Wyatt (1975-1999), who remains a constant figure of support to the university, was reminded of the distinct connection the five share.

“It was very special for me coming together like that because I have served with all four of them,” said Wyatt. “I was an administrative assistant for Aubrey Lucas, and of course, served as President Emeritus with David Potter, John Hilpert and now, Bill LaForge.

“I feel fortunate to have become friends with this distinguished group of gentlemen, each providing unique leadership to Delta State.”

Wyatt added that the highlight of inauguration week was witnessing the official investiture and seeing LaForge take the realms of the beloved institution.

“I look forward to lending my voice in support of President LaForge’s quest for excellence in all of Delta State’s endeavors.”

For Lucas, who served from 1971-1975, convening for the photo provided a humorous realization.

“I’m getting older — all of them arrived at Delta State after I was there,” joked Lucas. “Being together gave me a sense of history and also reminded me, that through the years, Delta State has been blessed by the people of the institution who have wanted to serve it well.”

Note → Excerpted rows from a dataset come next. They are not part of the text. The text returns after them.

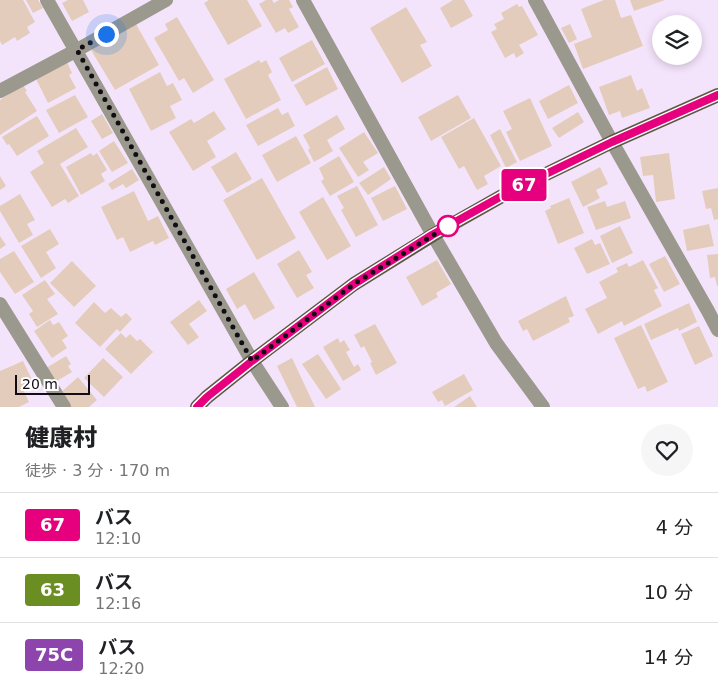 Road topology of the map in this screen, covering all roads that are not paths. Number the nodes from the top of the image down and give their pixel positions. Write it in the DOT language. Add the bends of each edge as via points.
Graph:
graph roads {
  1 [pos="47,0"];
  2 [pos="166,0"];
  3 [pos="303,0"];
  4 [pos="534,0"];
  5 [pos="77,50"];
  6 [pos="0,91"];
  7 [pos="718,95"];
  8 [pos="612,142"];
  9 [pos="432,235"];
  10 [pos="0,304"];
  11 [pos="713,310"];
  12 [pos="718,330"];
  13 [pos="252,361"];
  14 [pos="64,407"];
  15 [pos="197,407"];
  16 [pos="282,407"];
  17 [pos="543,407"];
  1 -- 5 [label="street"];
  2 -- 5 [label="street"];
  3 -- 9 [label="street"];
  4 -- 8 [label="street"];
  5 -- 6 [label="street"];
  5 -- 13 [label="street"];
  7 -- 8 [label="main road"];
  8 -- 9 [label="main road" via="509,192"];
  8 -- 11 [label="street"];
  9 -- 13 [label="main road" via="354,284"];
  9 -- 17 [label="street" via="496,343"];
  10 -- 14 [label="street"];
  11 -- 12 [label="street"];
  13 -- 15 [label="main road"];
  13 -- 16 [label="street"];
}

According to LaForge, it is his true honor to follow in the footsteps of the group’s great commitment. All of the past presidents have been faithful advisors in his transition.

“There are three moments that stick out as highlights during inauguration week,” said LaForge. “The first being when the picture was taken. I think it gave all of us a sense of pride by representing generations of leadership at Delta State.

“Second, when we were robing. Each of them came up to me to wish me well before the ceremony. And third, looking over at them all together on stage just after my investiture — it made me realize what a responsibility this is, and I thank them for their guidance.”

While it was just a brief occasion during the hectic inauguration schedule, the portrait brought all five leaders together for a notable presidential moment in Delta State history.

“It was extremely special to have all of them here for inauguration,” said LaForge. “They showed flags of unity and solidarity — as the Delta State family always should.”